MINNEAPOLIS (AP) — A Minnesota woman was sentenced Tuesday to five years in prison for swindling an elderly couple out of their life savings.
Carolyn Jean Cassar, 61, of Rochester received a sentence 14 months longer than federal court guidelines but two years fewer than what prosecutors had sought.
"This level of cold-blooded manipulation is beyond what even a normal fraudster exhibits," U.S. District Judge Joan Ericksen told Cassar, who stood silently next to her attorney. Ericksen added, "You knew what you were doing to the victims."
Cassar pleaded guilty in July to bilking her neighbors out of $840,000 over six years, using ever-more elaborate lies as she asked for increasing amounts of money.

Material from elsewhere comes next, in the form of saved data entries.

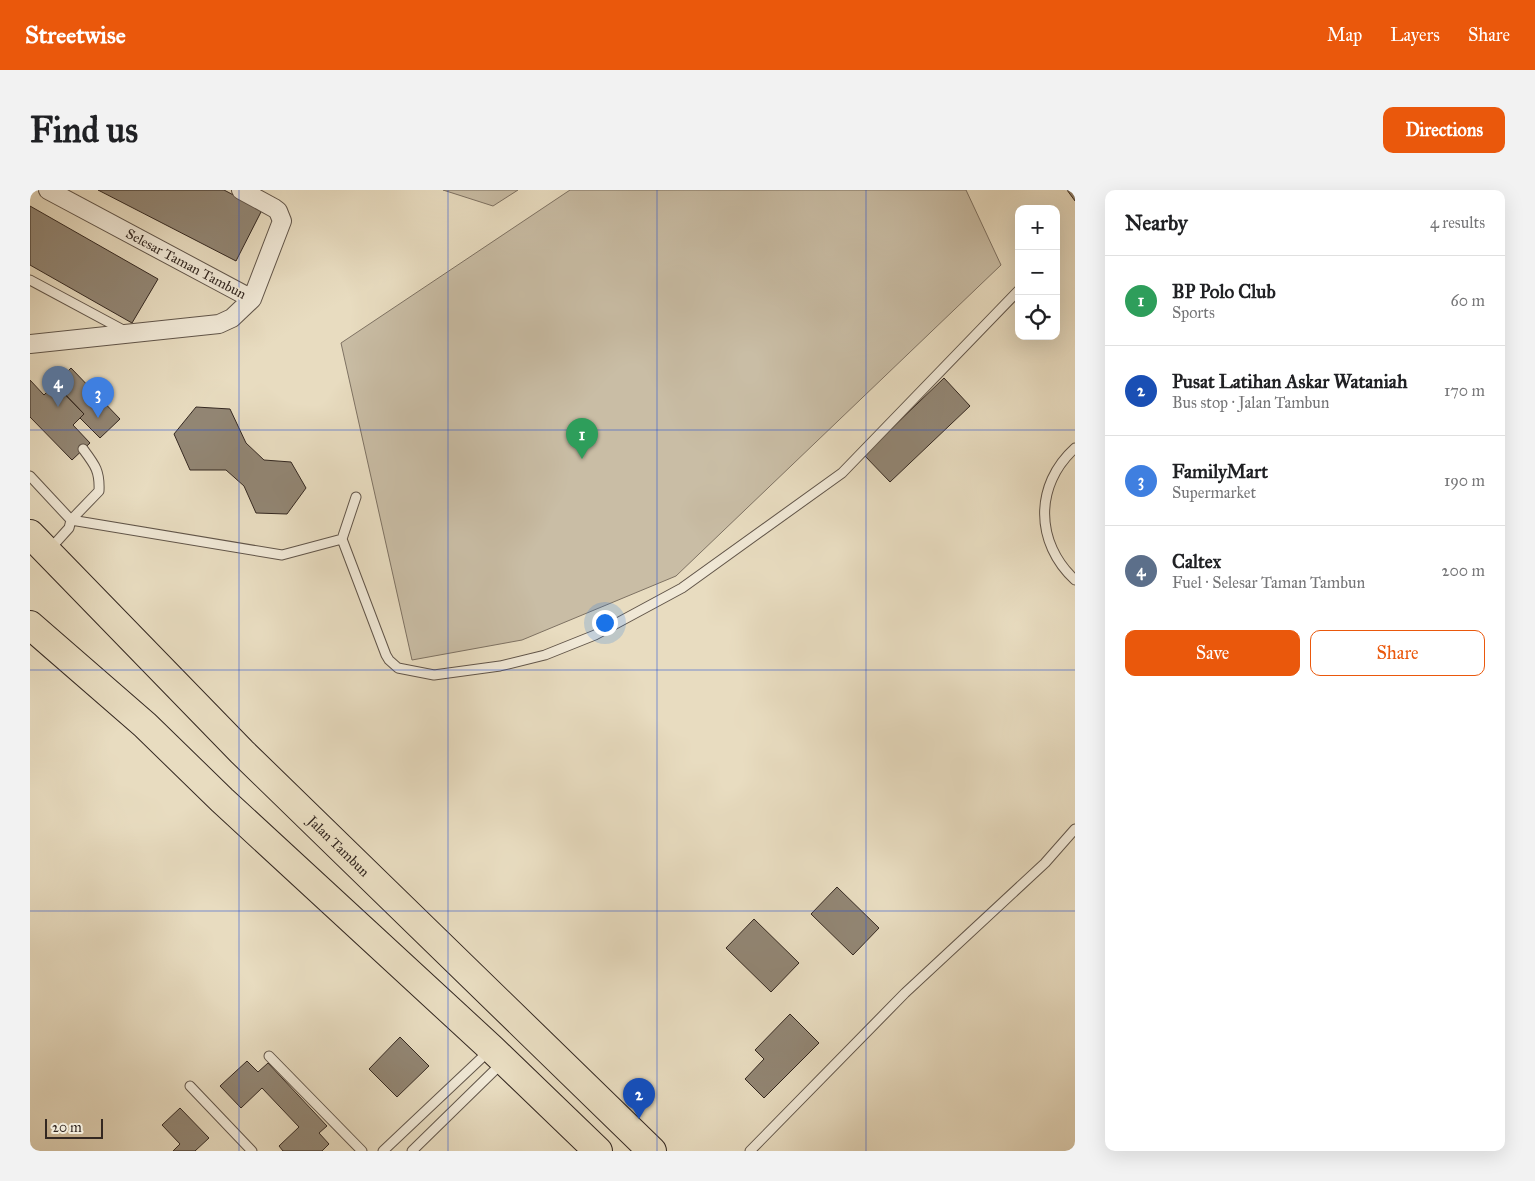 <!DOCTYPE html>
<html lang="en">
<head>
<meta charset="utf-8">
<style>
  body { margin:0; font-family:"IM FELL Great Primer",serif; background:#f2f2f2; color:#202124 }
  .controls { position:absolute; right:15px; top:15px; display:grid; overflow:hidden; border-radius:10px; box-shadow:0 5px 20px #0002 }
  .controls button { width:45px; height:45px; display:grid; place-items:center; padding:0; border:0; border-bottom:1px solid #e0e0e0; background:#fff; color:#202124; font:25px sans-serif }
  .scale { position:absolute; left:15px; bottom:12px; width:58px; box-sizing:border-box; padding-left:5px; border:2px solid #342821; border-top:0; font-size:14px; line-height:18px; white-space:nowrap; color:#342821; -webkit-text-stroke:4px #f0e8d6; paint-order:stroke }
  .you { position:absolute; left:574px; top:432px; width:18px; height:18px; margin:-12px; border:4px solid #fff; border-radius:50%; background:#1a73e8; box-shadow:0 0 0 8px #1a73e833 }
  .badge { display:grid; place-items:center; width:32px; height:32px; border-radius:50%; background:#ea580c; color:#fff; font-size:16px; font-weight:700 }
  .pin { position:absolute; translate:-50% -41px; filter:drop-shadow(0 1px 2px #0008) }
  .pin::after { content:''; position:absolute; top:26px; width:18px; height:15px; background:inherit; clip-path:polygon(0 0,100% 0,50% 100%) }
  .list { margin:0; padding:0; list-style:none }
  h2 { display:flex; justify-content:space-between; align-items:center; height:65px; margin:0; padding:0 20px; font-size:21px }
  h2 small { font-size:16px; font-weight:400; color:#757577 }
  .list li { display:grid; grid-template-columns:32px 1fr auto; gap:15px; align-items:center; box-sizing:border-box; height:90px; padding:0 20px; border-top:1px solid #e0e0e0 }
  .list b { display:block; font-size:19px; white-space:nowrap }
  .list p { margin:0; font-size:16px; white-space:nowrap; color:#757577 }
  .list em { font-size:16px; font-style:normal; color:#757577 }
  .actions { display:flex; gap:10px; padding:15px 20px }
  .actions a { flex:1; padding:11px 0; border:1px solid #ea580c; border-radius:10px; text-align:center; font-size:18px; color:#ea580c }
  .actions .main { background:#ea580c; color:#fff }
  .icon { flex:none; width:28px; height:28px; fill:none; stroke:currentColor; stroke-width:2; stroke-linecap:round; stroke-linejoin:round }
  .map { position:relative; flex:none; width:1045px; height:961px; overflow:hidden; border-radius:10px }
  header { display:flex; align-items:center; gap:30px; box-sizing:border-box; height:70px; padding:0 25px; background:#ea580c; color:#fff }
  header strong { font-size:24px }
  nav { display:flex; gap:28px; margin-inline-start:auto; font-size:18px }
  .intro { display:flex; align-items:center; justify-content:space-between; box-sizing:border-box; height:120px; padding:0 30px }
  h1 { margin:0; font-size:35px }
  .button { padding:12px 22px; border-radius:10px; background:#ea580c; color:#fff; font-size:18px; font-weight:700 }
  main { display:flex; gap:30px; padding:0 30px }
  aside { flex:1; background:#fff; border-radius:10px; box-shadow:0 5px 20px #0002 }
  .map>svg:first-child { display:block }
</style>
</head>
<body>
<header>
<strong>Streetwise</strong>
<nav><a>Map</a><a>Layers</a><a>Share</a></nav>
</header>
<div class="intro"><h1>Find us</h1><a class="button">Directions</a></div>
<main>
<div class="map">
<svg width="1045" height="961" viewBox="0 0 1045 961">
  <rect width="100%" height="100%" fill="#e8dcc0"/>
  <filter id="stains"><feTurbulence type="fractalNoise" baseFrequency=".004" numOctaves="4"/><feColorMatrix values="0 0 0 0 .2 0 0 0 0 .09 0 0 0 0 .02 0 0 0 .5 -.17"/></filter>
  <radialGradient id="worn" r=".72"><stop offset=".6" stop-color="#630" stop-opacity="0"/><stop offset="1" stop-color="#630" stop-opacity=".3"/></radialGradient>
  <path fill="#c9bda5" stroke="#7e7263" d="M413 0H488L463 16Z
    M540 0H936L971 75 646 386 492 450 382 470 311 153Z"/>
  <path fill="#928674" stroke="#342821" d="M68 0H194L232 20 206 71Z
    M1037 0H1045V11Z
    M0 16 128 89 102 133 0 75Z
    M41 178 90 229 70 248 50 228 54 224 25 194Z
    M914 188 940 216 860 292 834 265Z
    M0 190 14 205 25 194 54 224 43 235 60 253 42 270 0 227Z
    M166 217 200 219 216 253 234 270 261 272 276 298 257 324 226 323 214 296 196 280H160L144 244Z
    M807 697 849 738 823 765 781 724Z
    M724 729 769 773 741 802 696 758Z
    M760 824 789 853 734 908 715 889 734 869 725 860Z
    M370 847 399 876 367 907 339 879Z
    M217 871 228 882 238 873 297 936 289 943 299 954 292 961H253L249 956 269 937 232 898 211 918 190 896Z
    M150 918 179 948 165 961H143L150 954 132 935Z"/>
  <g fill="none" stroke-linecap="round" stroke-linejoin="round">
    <defs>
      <path id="service" d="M0 90 95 141
        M1045 258C1004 295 1005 353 1045 390
        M0 286 41 330 39 338 20 359
        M41 330 252 365 312 349 326 307
        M41 330 69 301C70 281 65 275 53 259
        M312 349 356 465 359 470 368 478 404 485 470 476 515 465 565 445 652 398 812 283 989 100
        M239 866 332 961
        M160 896 222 961
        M353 961 460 860
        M382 961 472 873
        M720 961 875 803 1015 673 1045 639"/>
      <path id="minor" d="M211 0 244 18 248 21 252 31 222 109
        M0 154 189 134 202 128 222 109 18 0"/>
      <g id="primary">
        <path id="s1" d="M0 344 212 562 622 961"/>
        <path d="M0 435 115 535 192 610 462 859 568 961"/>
      </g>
    </defs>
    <use href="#service" stroke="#615549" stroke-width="11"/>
    <use href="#minor" stroke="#615549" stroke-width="20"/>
    <use href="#primary" stroke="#342821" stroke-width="30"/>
    <use href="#service" stroke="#f0e8d6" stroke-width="9"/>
    <use href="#minor" stroke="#f0e8d6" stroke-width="18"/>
    <use href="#primary" stroke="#e8dcc0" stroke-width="28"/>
  </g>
  <path fill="none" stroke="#1d4ed8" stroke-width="1" stroke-opacity="0.55" d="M209 0V961M418 0V961M627 0V961M836 0V961M0 240H1045M0 480H1045M0 721H1045"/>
  <g text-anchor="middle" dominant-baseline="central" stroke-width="4" stroke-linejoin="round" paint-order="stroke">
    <g font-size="14" fill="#342821" stroke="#f0e8d6">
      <text transform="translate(156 74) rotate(28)">Selesar Taman Tambun</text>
      <text stroke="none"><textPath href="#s1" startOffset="439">Jalan Tambun</textPath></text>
    </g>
  </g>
  <rect width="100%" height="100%" filter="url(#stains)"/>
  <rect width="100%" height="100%" fill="url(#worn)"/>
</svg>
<div class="controls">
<button>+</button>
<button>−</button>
<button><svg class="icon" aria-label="locate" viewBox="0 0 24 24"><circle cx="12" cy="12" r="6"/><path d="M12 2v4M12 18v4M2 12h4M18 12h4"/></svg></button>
</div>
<div class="scale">20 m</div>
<div class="you"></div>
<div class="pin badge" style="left:552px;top:269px;background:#2e9e5b">1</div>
<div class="pin badge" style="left:609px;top:929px;background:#1a4fb4">2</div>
<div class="pin badge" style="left:68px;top:228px;background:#3f7fe0">3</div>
<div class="pin badge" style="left:28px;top:217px;background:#5c6f8a">4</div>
</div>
<aside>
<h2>Nearby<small>4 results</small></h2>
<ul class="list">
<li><span class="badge" style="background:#2e9e5b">1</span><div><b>BP Polo Club</b><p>Sports</p></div><em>60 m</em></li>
<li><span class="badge" style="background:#1a4fb4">2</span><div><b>Pusat Latihan Askar Wataniah</b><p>Bus stop · Jalan Tambun</p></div><em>170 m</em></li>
<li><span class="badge" style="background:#3f7fe0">3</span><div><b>FamilyMart</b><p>Supermarket</p></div><em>190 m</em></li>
<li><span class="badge" style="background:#5c6f8a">4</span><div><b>Caltex</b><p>Fuel · Selesar Taman Tambun</p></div><em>200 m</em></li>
</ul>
<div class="actions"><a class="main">Save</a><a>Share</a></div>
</aside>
</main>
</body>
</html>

From 2006 to 2012, Cassar borrowed money from the couple in 375 transactions, the Star Tribune (http://strib.mn/1dUCU3x) reported.
"As she earned the victims' trust and discovered that they believed everything she said, her lies became more frequent and more outlandish," Kim Svendsen, assistant U.S. attorney, told the judge.
"As a result of her lies, Cassar was able to have all the things the defendants denied themselves their entire lives, including lavish vacations and expensive furnishings for her home, and the victims were left with nothing," Svendsen said.
According to the plea agreement and other court documents, Cassar persuaded the couple to give her money for travel to Washington, D.C., so she could attend to the affairs of her daughter's death in a car crash, including buying a dress for her burial.
Cassar has a daughter, but she is alive, according to an earlier prosecution filling.
The couple also gave Cassar money to travel to Italy based on the false premise that she had to help bring to justice a former business associate who had defrauded her.
Instead, Cassar spent much of the money for flights to Europe for family vacations, and trips to Italy so that American architects could study Italian architecture in preparation for building a mansion for her in Rochester. Designs of her new house and copies of records of flights she took were included in court documents.
Over the course of the scheme, Cassar paid back $1,300 to the couple. The judge ordered Cassar to pay restitution to the couple.
Cassar's attorney, Reynaldo Aligada, appealed for a shorter prison term, noting that because of Cassar's age, she would not be prone to reoffend.
Cassar had no comment at the sentencing and Aligada had no comment afterward.